**WHAT YOU WILL DO:**
All entries should be copied exactly, none left out.

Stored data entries
=-=-=-=-=
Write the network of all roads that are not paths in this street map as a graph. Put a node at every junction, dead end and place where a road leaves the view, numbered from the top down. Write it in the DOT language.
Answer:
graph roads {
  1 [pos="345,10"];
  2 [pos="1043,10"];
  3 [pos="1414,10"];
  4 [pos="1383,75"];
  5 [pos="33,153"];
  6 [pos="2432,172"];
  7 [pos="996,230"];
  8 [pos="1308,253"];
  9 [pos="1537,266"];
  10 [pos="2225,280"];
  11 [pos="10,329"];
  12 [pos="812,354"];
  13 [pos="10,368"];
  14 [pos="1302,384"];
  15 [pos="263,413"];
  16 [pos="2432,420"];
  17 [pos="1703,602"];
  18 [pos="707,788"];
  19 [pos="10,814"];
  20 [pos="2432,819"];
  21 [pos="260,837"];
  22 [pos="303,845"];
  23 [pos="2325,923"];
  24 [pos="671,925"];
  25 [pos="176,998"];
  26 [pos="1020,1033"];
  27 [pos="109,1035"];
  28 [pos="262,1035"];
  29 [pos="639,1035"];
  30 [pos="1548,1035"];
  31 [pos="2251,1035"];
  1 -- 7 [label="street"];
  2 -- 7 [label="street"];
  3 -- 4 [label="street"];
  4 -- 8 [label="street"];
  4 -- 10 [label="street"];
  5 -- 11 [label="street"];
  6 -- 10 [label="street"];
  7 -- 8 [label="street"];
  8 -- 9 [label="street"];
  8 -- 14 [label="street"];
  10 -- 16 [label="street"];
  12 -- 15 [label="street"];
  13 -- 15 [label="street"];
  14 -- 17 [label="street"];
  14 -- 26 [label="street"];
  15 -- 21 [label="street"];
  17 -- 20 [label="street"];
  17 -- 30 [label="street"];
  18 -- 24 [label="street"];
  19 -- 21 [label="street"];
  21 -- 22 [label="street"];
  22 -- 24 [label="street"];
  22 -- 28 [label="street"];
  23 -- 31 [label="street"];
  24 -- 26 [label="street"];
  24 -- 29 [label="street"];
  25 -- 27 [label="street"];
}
=-=-=-=-=
**TASK RESULT:**
Write the network of all roads that are not paths in this street map as a graph. Put a node at every junction, dead end and place where a road leaves the view, numbered from the top down. Write it in the DOT language.
Answer:
graph roads {
  1 [pos="345,10"];
  2 [pos="1043,10"];
  3 [pos="1414,10"];
  4 [pos="1383,75"];
  5 [pos="33,153"];
  6 [pos="2432,172"];
  7 [pos="996,230"];
  8 [pos="1308,253"];
  9 [pos="1537,266"];
  10 [pos="2225,280"];
  11 [pos="10,329"];
  12 [pos="812,354"];
  13 [pos="10,368"];
  14 [pos="1302,384"];
  15 [pos="263,413"];
  16 [pos="2432,420"];
  17 [pos="1703,602"];
  18 [pos="707,788"];
  19 [pos="10,814"];
  20 [pos="2432,819"];
  21 [pos="260,837"];
  22 [pos="303,845"];
  23 [pos="2325,923"];
  24 [pos="671,925"];
  25 [pos="176,998"];
  26 [pos="1020,1033"];
  27 [pos="109,1035"];
  28 [pos="262,1035"];
  29 [pos="639,1035"];
  30 [pos="1548,1035"];
  31 [pos="2251,1035"];
  1 -- 7 [label="street"];
  2 -- 7 [label="street"];
  3 -- 4 [label="street"];
  4 -- 8 [label="street"];
  4 -- 10 [label="street"];
  5 -- 11 [label="street"];
  6 -- 10 [label="street"];
  7 -- 8 [label="street"];
  8 -- 9 [label="street"];
  8 -- 14 [label="street"];
  10 -- 16 [label="street"];
  12 -- 15 [label="street"];
  13 -- 15 [label="street"];
  14 -- 17 [label="street"];
  14 -- 26 [label="street"];
  15 -- 21 [label="street"];
  17 -- 20 [label="street"];
  17 -- 30 [label="street"];
  18 -- 24 [label="street"];
  19 -- 21 [label="street"];
  21 -- 22 [label="street"];
  22 -- 24 [label="street"];
  22 -- 28 [label="street"];
  23 -- 31 [label="street"];
  24 -- 26 [label="street"];
  24 -- 29 [label="street"];
  25 -- 27 [label="street"];
}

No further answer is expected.